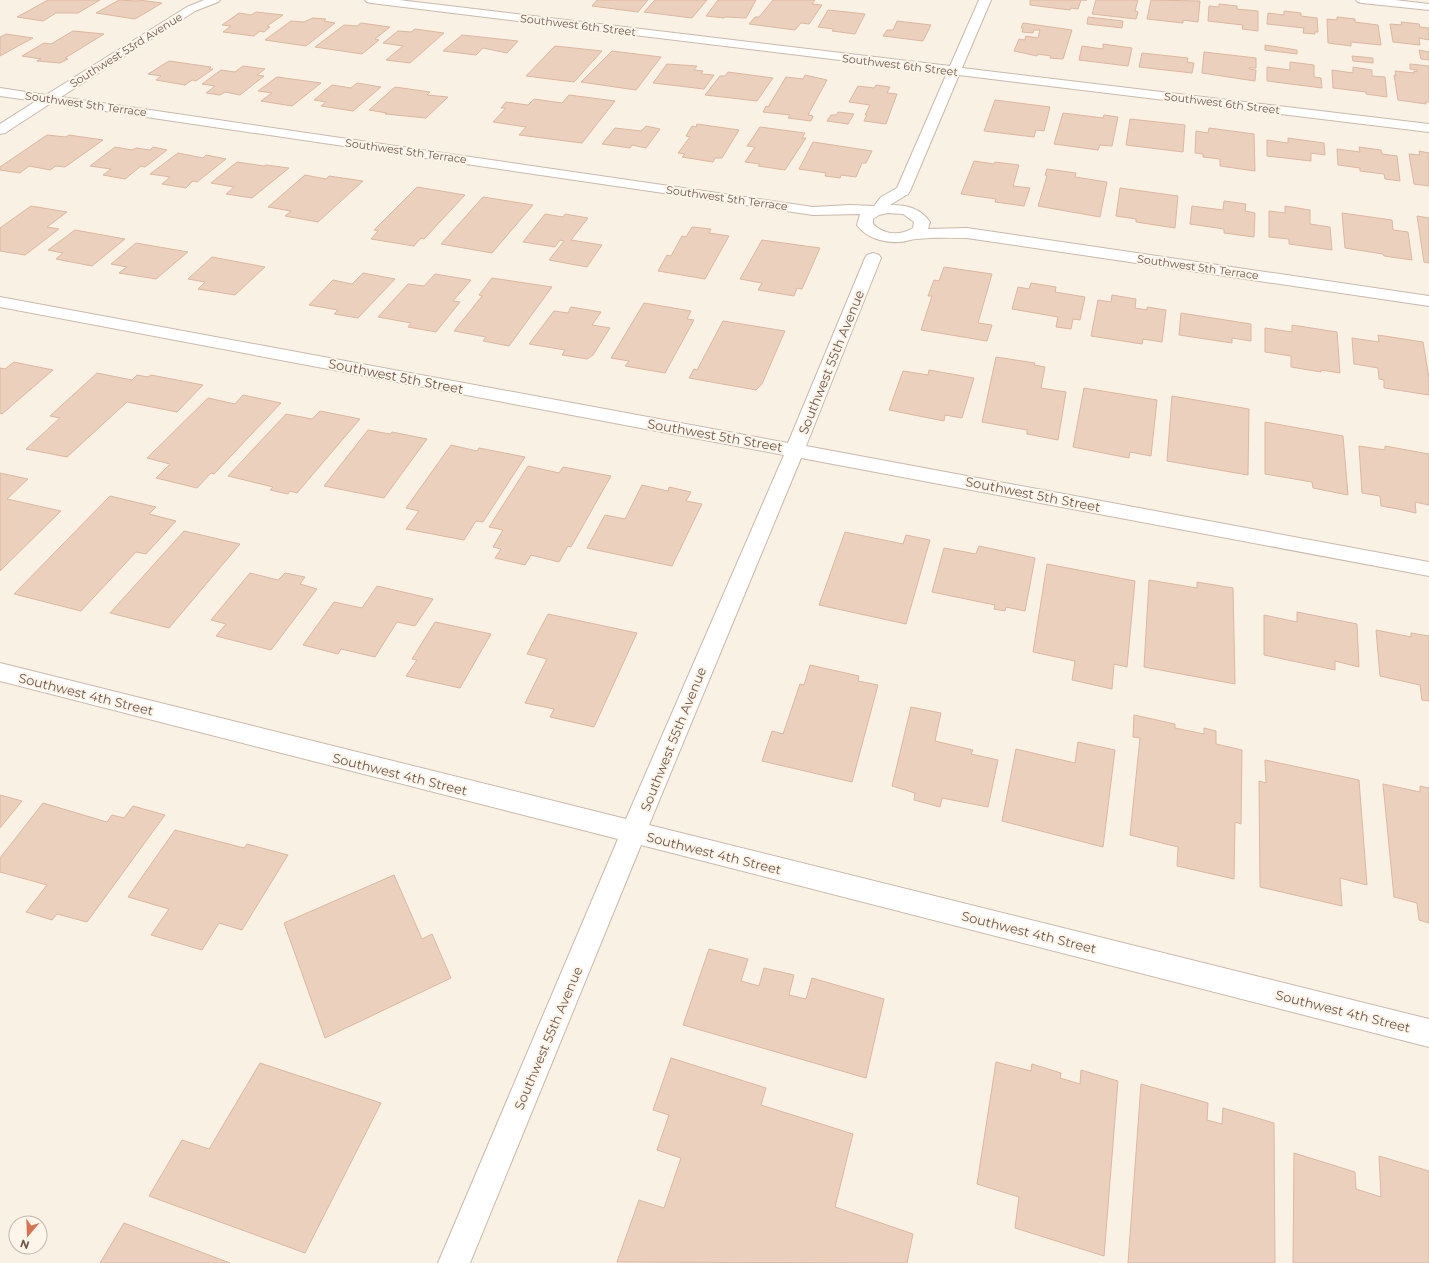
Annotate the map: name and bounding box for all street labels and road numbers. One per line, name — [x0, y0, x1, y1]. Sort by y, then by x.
street label: Southwest 53rd Avenue — [67, 9, 185, 90]
street label: Southwest 6th Street — [519, 11, 637, 39]
street label: Southwest 6th Street — [841, 51, 959, 79]
street label: Southwest 5th Terrace — [24, 89, 148, 120]
street label: Southwest 6th Street — [1163, 89, 1281, 117]
street label: Southwest 5th Terrace — [344, 136, 468, 167]
street label: Southwest 5th Terrace — [665, 183, 789, 214]
street label: Southwest 5th Terrace — [1136, 252, 1260, 283]
street label: Southwest 55th Avenue — [795, 287, 867, 436]
street label: Southwest 5th Street — [327, 355, 465, 397]
street label: Southwest 5th Street — [646, 415, 784, 455]
street label: Southwest 5th Street — [964, 473, 1102, 515]
street label: Southwest 55th Avenue — [637, 664, 709, 813]
street label: Southwest 4th Street — [17, 670, 155, 718]
street label: Southwest 4th Street — [331, 750, 469, 798]
street label: Southwest 4th Street — [645, 829, 783, 877]
street label: Southwest 4th Street — [960, 908, 1098, 956]
street label: Southwest 55th Avenue — [511, 964, 586, 1112]
street label: Southwest 4th Street — [1274, 987, 1412, 1035]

Exercise –
Provide the number of lines in the preceding entries that include the string "Avenue", with no other words.

Answer section –
4